DBU-Generalsekretär Alexander Bonde ergänzt: „Konjunkturhilfen können die Wirtschaft sehr unterschiedlich und vielschichtig stimulieren. Aber sie dürfen keine neuen Umweltprobleme schaffen, sondern müssen ökologische Entlastung bringen. Zentral wichtig bleibt, dass bei allen Anreizmodellen der gesamte Lebenszyklus eines Produktes berücksichtigt wird und Konjunkturanreizpakete ökologisch und sozialverträglich ausgestaltet werden.“
Wie wirkt die Abwrackprämie auf CO2-Emissionen?
Ob die CO2-Emissionen durch eine Abwrackprämie sinken, hänge von der Differenz der Emissionen von Neu- und Altfahrzeug im Betrieb sowie von der Herstellung des Neufahrzeuges ab. Weiterhin sei entscheidend, um wie viele Jahre bzw. wie viele Kilometer die Neuanschaffung vorgezogen werde.
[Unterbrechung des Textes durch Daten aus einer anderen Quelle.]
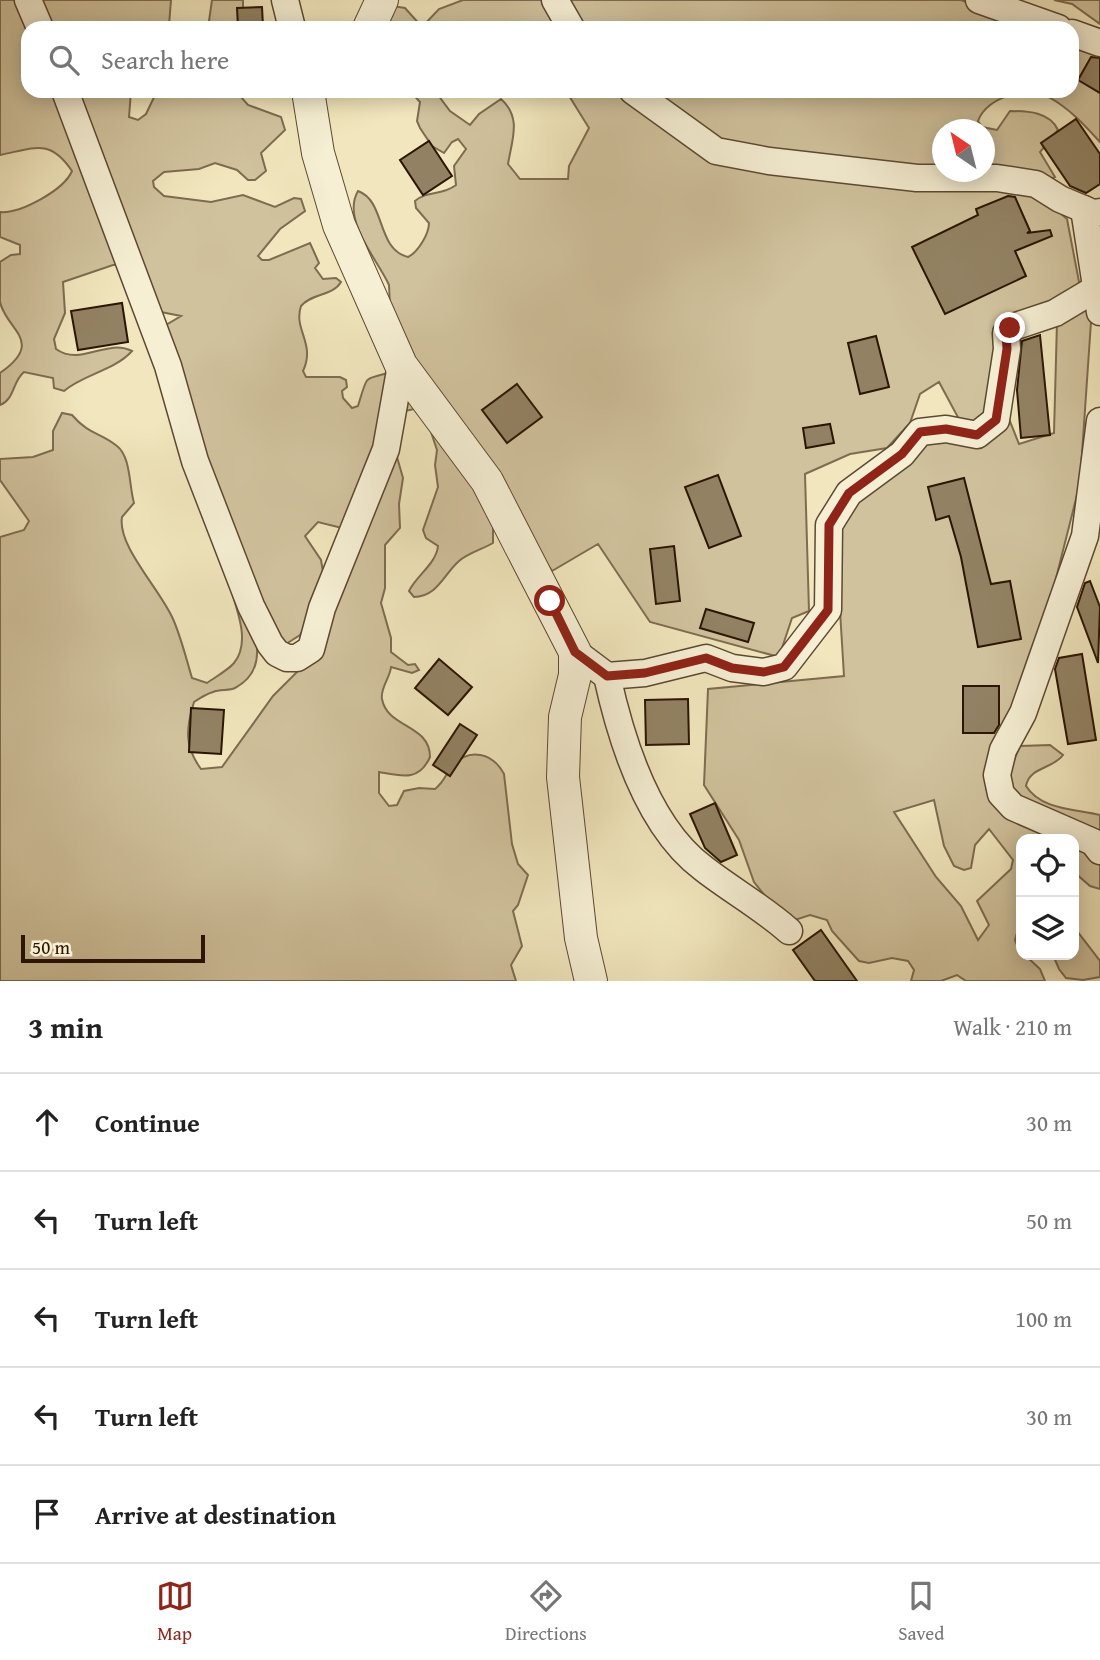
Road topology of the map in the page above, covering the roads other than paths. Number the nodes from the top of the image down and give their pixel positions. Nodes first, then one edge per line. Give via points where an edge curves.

Ein Beispiel: Beim Ersatz eines Fahrzeugs aus der Kompaktklasse, das 12.000 Kilometer pro Jahr gefahren werde, entstehe eine Treibhausgasminderung erst dann, wenn der Kraftstoffverbrauch des Neufahrzeugs mindestens 30 Prozent unter dem des Altfahrzeugs liege. Erreiche das Neufahrzeug diese Differenz nicht, verursache die Abwrackprämie sogar zusätzliche Treibhausgasemissionen, so das Öko-Institut.
Gesamtkonzept für die nachhaltige Verkehrswende
Bislang habe der Verkehr zum Klimaschutz in Deutschland keinen Beitrag geleistet: Seine Emissionen seien 2019 genauso hoch gewesen wie 1990. Laut Klimaschutzgesetz sollten die CO2-Emissionen des Verkehrs bis zum Jahr 2030 um 42 Prozent auf 95 Millionen Tonnen CO2-Äquivalente (Mio. t CO2e) sinken. Das sei mit den bisher beschlossenen Politikinstrumenten nicht zu schaffen: Ein Gutachten des Öko-Instituts zeige, dass eine Lücke von über 30 Mio. t CO2 mit zusätzlichen Maßnahmen zu schließen sei, so die Verkehrsexpertin des Öko-Instituts.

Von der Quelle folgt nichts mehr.